Now that I've finally found a few moments to push the nnselect backend
to master (with some unfortunate formatting and doc errors along the
way, and a failure to provide aliases for some obsolete variables and
functions :() I thought I would write a longer email to this group about
how I am using it and why it might be right for some of you too.

I unfortunately have 4 email accounts (3 work and 1 personal) spread out
on 3 servers, including outlook and gmail (all imap,
fortunately). Together these accounts have about 100k messages. I also
use gmane a bit. Handling all of this is not, uh,
straightforward. Previously I used gnus to sort things into many groups,
and relied heavily on searching to make things manageable. However this
still left me with groups that contained tens of thousands of messages,
and visiting a whole such group is too slow. It ended up being far too
cumbersome.

I have now switched to a different paradigm. I keep all of my messages
in a small number of groups. I do very little sorting (none, actually)
into these groups (for example, all of my gmail is in a single
group). But I have a large number of virtual nnselect groups for all
sorts of things. Since these are collecting messages from only a small
number of sources, they are very, very fast. And its easy to construct
new ones on the fly. Thread referral makes it easy to look at message
chains as needed. And since the number of messages in these groups is
not too large, I can enter the whole group and use limiting and
group-searching (not nnir-searching) very effectively, and its
practically instantaneous.

For example, I have groups which contain all messages from certain
people.  I have groups for the (small number) of mailing lists I
subscribe to (I used to sort these, but I no longer bother). I have a
group "Recent" that contains all email from the past 7 days from all 4
accounts (this is the group I use most often; its kind of like having
expiration without any actual expiring :)).  I have another group of all
flagged messages from my work accounts. And so on.

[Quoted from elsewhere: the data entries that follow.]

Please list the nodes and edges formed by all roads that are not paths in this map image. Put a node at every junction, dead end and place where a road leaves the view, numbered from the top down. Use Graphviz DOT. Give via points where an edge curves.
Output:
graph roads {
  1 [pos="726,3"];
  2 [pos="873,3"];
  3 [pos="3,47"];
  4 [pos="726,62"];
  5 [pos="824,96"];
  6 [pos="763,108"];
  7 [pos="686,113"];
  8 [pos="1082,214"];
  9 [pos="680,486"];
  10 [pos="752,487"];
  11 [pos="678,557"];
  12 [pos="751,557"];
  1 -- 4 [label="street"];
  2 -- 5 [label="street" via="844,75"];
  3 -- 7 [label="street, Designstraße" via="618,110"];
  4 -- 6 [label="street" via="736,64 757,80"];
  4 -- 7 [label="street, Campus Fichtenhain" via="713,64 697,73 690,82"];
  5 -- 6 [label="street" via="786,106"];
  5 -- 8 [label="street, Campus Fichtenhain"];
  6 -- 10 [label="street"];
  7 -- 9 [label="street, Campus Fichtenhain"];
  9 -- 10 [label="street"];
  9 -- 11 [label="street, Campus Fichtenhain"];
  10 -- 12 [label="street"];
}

And I have a "Todo" group---I can add or remove any message with a
keystroke. My normal workflow then is to look at the Recent group, and
as messages come in I deal with some, leave some for later, completely
ignore some, and add some to the Todo group. As I clear tasks I remove
the associated message from the Todo group. And I am constantly
consulting my other virtual groups as I go along.

I will probably add the Todo thing to gnus sometime soon (nnselect makes
it pretty trivial to do). 

I have been working this way for a couple of years now, and its been a
big improvement. It may not work for everyone, but just wanted to share.




^ permalink raw reply	[flat|nested] 9+ messages in thread

end of thread, other threads:[~2020-09-11  8:26 UTC | newest]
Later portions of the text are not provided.